◆ **PROBLEM TO SOLVE**: Report how many lines below contain the word "Heath". Write only that number.

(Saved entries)

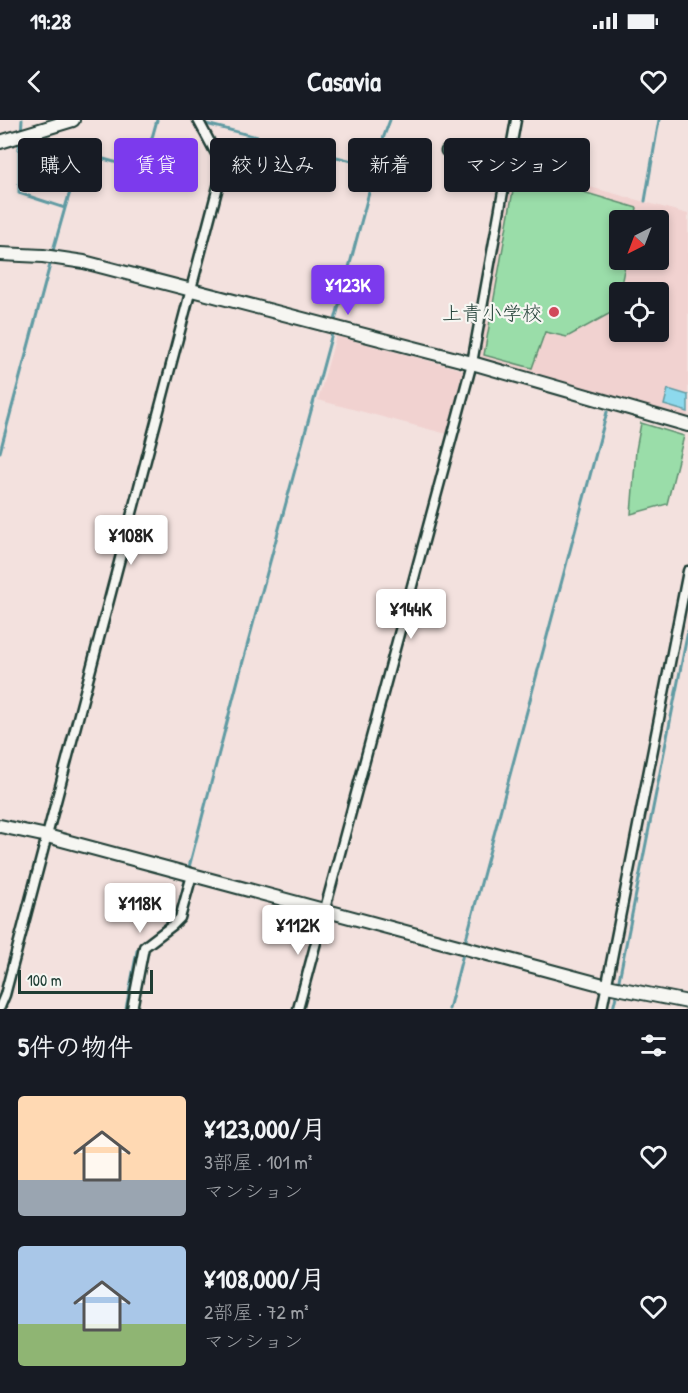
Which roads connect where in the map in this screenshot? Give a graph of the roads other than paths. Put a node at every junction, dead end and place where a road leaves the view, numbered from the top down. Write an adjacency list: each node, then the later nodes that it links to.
1 (73, 120): 5 (street)
2 (198, 120): 8 (street)
3 (516, 120): 4 (street)
4 (513, 138)
5 (0, 142)
6 (504, 192): 9 (street)
7 (0, 254): 8 (street)
8 (190, 290): 9 (street); 13 (street)
9 (472, 363): 10 (street); 15 (street)
10 (688, 425)
11 (688, 571): 16 (street)
12 (0, 826): 13 (street)
13 (47, 836): 14 (street); 18 (street)
14 (192, 875): 15 (street); 19 (street)
15 (325, 911): 16 (street); 20 (street)
16 (606, 986): 17 (street); 21 (street)
17 (688, 1002)
18 (0, 1007)
19 (132, 1009)
20 (298, 1009)
21 (602, 1009)

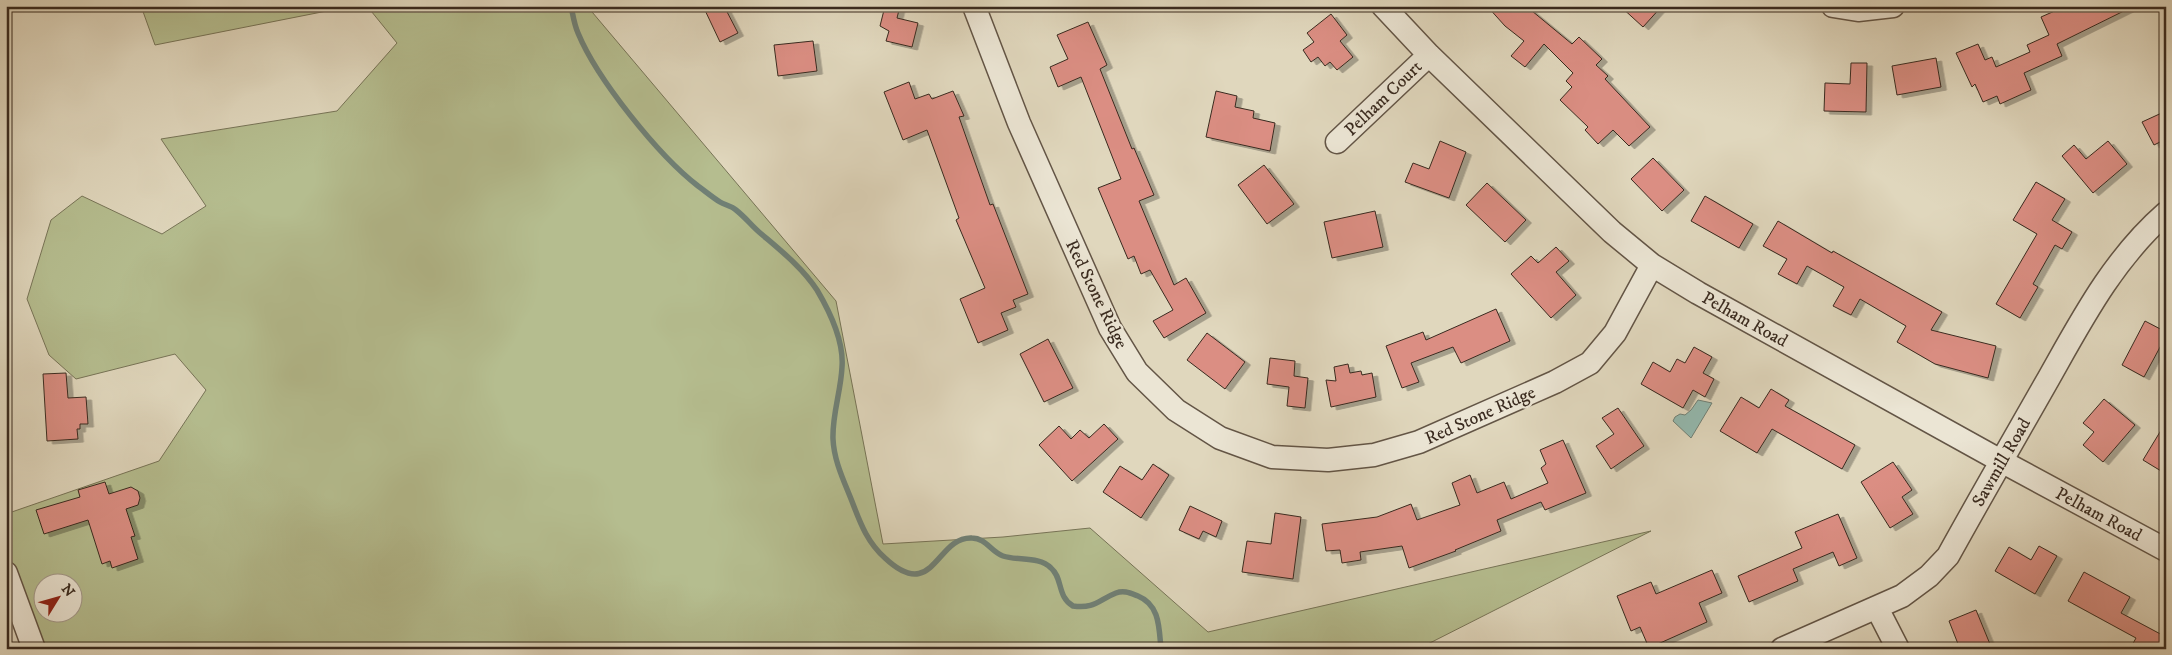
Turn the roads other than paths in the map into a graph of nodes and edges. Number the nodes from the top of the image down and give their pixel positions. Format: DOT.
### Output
graph roads {
  1 [pos="974,6"];
  2 [pos="1383,6"];
  3 [pos="1833,6"];
  4 [pos="1893,6"];
  5 [pos="1429,55"];
  6 [pos="1337,142"];
  7 [pos="2166,213"];
  8 [pos="1652,265"];
  9 [pos="2002,461"];
  10 [pos="2166,550"];
  11 [pos="6,573"];
  12 [pos="1877,608"];
  13 [pos="34,649"];
  14 [pos="1782,649"];
  15 [pos="1898,649"];
  1 -- 8 [label="street, Red Stone Ridge"];
  2 -- 5 [label="street, Pelham Road"];
  3 -- 4 [label="street"];
  5 -- 6 [label="street, Pelham Court"];
  5 -- 8 [label="street, Pelham Road"];
  7 -- 9 [label="street, Sawmill Road"];
  8 -- 9 [label="street, Pelham Road"];
  9 -- 10 [label="street, Pelham Road"];
  9 -- 12 [label="street, Sawmill Road"];
  11 -- 13 [label="street"];
  12 -- 14 [label="street, Sawmill Road"];
  12 -- 15 [label="street"];
}
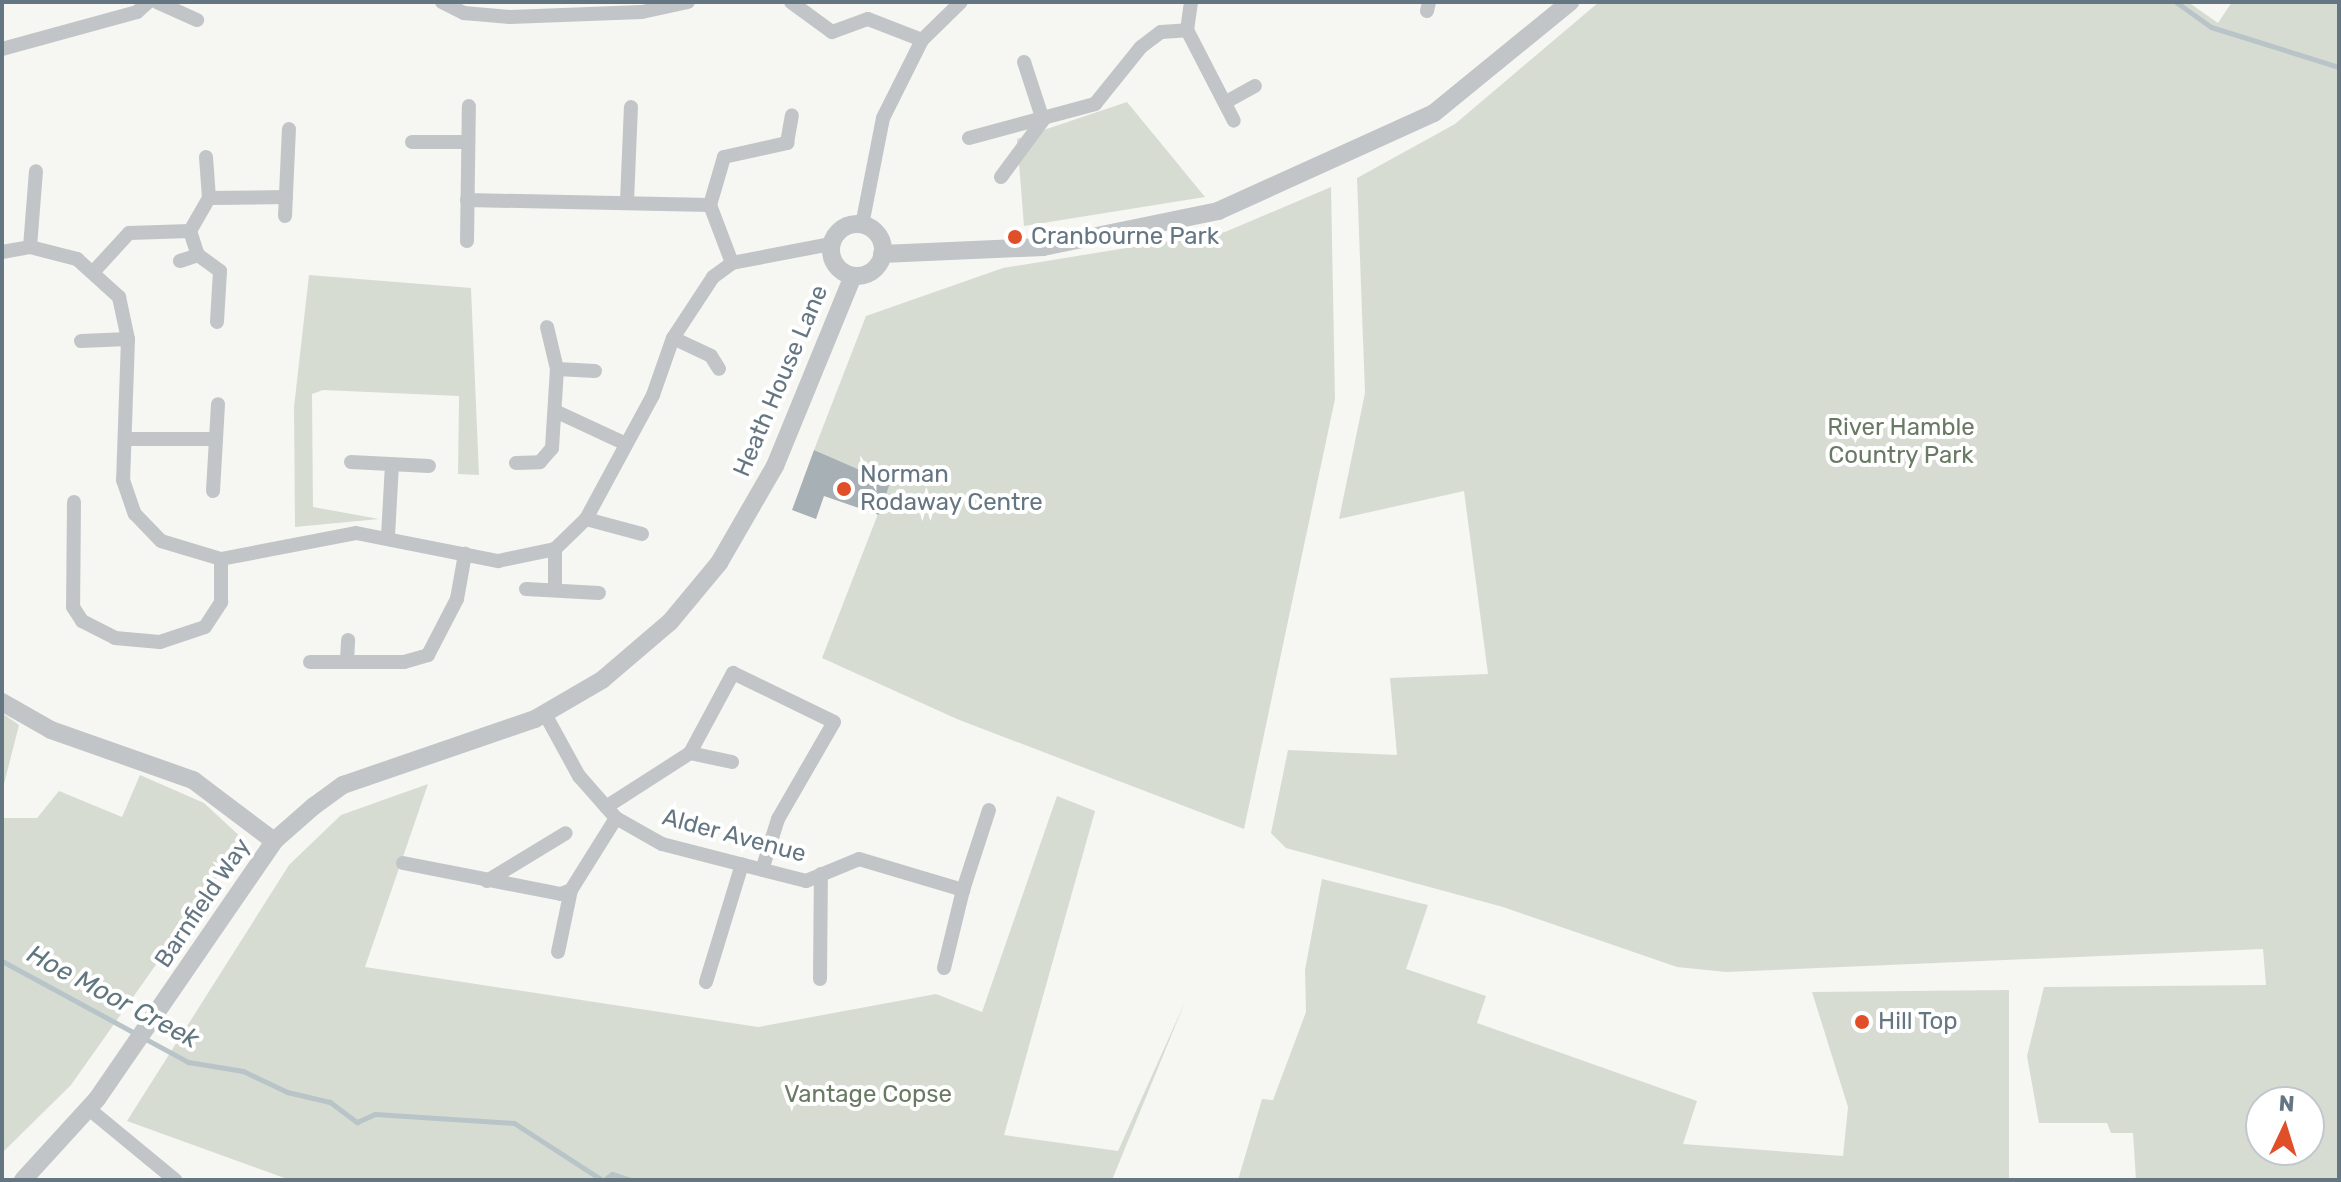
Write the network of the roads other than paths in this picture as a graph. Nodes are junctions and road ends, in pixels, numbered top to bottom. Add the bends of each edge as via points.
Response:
1 (148, 2) edge
2 (157, 2) edge
3 (442, 2) edge
4 (688, 2) edge
5 (791, 2) edge
6 (961, 2) edge
7 (1191, 2) edge
8 (1570, 2) edge
9 (546, 9) edge
10 (197, 20) dead end
11 (1187, 30) junction
12 (922, 40) junction
13 (2, 49) edge
14 (1024, 62) dead end
15 (1255, 86) dead end
16 (1226, 102) junction
17 (469, 106) dead end
18 (631, 107) dead end
19 (792, 115) dead end
20 (1043, 120) junction
21 (1234, 121) dead end
22 (289, 129) dead end
23 (969, 138) dead end
24 (412, 142) dead end
25 (466, 142) junction
26 (206, 157) dead end
27 (36, 171) dead end
28 (1001, 177) dead end
29 (286, 197) junction
30 (209, 198) junction
31 (467, 200) junction
32 (627, 201) junction
33 (710, 205) junction
34 (285, 216) dead end
35 (862, 225) junction
36 (190, 231) junction
37 (467, 241) dead end
38 (831, 244) junction
39 (30, 247) junction
40 (2, 252) edge
41 (882, 254) junction
42 (198, 255) junction
43 (180, 261) dead end
44 (732, 263) junction
45 (96, 269) junction
46 (853, 276) junction
47 (217, 322) dead end
48 (547, 327) dead end
49 (673, 338) junction
50 (128, 339) junction
51 (81, 341) dead end
52 (718, 360) dead end
53 (557, 369) junction
54 (595, 371) dead end
55 (218, 404) dead end
56 (555, 411) junction
57 (125, 439) junction
58 (216, 439) junction
59 (626, 444) junction
60 (351, 462) dead end
61 (516, 463) dead end
62 (392, 465) junction
63 (429, 466) dead end
64 (213, 491) dead end
65 (74, 502) dead end
66 (586, 519) junction
67 (642, 534) dead end
68 (388, 536) junction
69 (555, 549) junction
70 (465, 554) junction
71 (221, 559) junction
72 (526, 589) dead end
73 (555, 589) junction
74 (599, 593) dead end
75 (348, 640) dead end
76 (347, 661) junction
77 (310, 662) dead end
78 (2, 702) edge
79 (545, 714) junction
80 (690, 753) junction
81 (732, 762) dead end
82 (989, 810) dead end
83 (611, 813) junction
84 (566, 833) dead end
85 (274, 841) junction
86 (403, 863) dead end
87 (742, 864) junction
88 (762, 870) junction
89 (821, 874) junction
90 (487, 881) junction
91 (571, 890) junction
92 (963, 890) junction
93 (558, 952) dead end
94 (944, 968) dead end
95 (820, 979) dead end
96 (706, 982) dead end
97 (93, 1104) junction
98 (23, 1180) edge
99 (175, 1180) edge

1 - 13 street
2 - 10 street
3 - 9 street via 464,13
4 - 9 street via 642,12
5 - 12 street via 832,32 868,19
6 - 12 street
7 - 11 street
8 - 41 street via 1434,113 1218,211 1043,247
11 - 16 street
11 - 20 street via 1161,32 1141,47 1095,104
12 - 35 street via 883,118
14 - 20 street
15 - 16 street
16 - 21 street
17 - 25 street
18 - 32 street
19 - 33 street via 787,143 724,157
20 - 23 street
20 - 28 street
22 - 29 street
24 - 25 street
25 - 31 street
26 - 30 street
27 - 39 street
29 - 30 street
29 - 34 street
30 - 36 street
31 - 32 street
31 - 37 street
32 - 33 street
33 - 44 street
35 - 38 street via 841,229
35 - 41 street via 877,234
36 - 42 street
36 - 45 street via 129,233
38 - 44 street
38 - 46 street via 837,267
39 - 40 street
39 - 45 street
41 - 46 street via 874,269
42 - 43 street
42 - 47 street via 220,271
44 - 49 street via 713,277
45 - 50 street via 119,297
46 - 79 street, Heath House Lane via 775,466 719,563 670,622 614,670
48 - 53 street
49 - 52 street
49 - 59 street
50 - 51 street
50 - 57 street
53 - 54 street
53 - 56 street
55 - 58 street
56 - 59 street
56 - 61 street via 552,448 540,462
57 - 58 street
57 - 71 street via 123,480 135,514 177,551
58 - 64 street
59 - 66 street
60 - 62 street
62 - 63 street
62 - 68 street
65 - 71 street via 82,525 73,607 82,621 115,638 160,642 205,627 221,602
66 - 67 street
66 - 69 street
68 - 70 street
68 - 71 street via 329,533
69 - 70 street via 526,560
69 - 73 street
70 - 76 street via 457,599 428,655
72 - 73 street
73 - 74 street
75 - 76 street
76 - 77 street
78 - 85 street via 51,730 193,780
79 - 83 street, Alder Avenue
79 - 85 street, Heath House Lane via 481,742 343,785
80 - 81 street
80 - 83 street
80 - 88 street via 733,673 834,722 778,819
82 - 92 street
83 - 87 street, Alder Avenue via 662,844
83 - 91 street
84 - 90 street
85 - 97 street, Barnfield Way
86 - 90 street
87 - 88 street, Alder Avenue
87 - 96 street
88 - 89 street, Alder Avenue via 806,881
89 - 92 street, Alder Avenue via 859,859
89 - 95 street
90 - 91 street
91 - 93 street
92 - 94 street
97 - 98 street, Barnfield Way
97 - 99 street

◆ **WRITTEN RESPONSE**: 2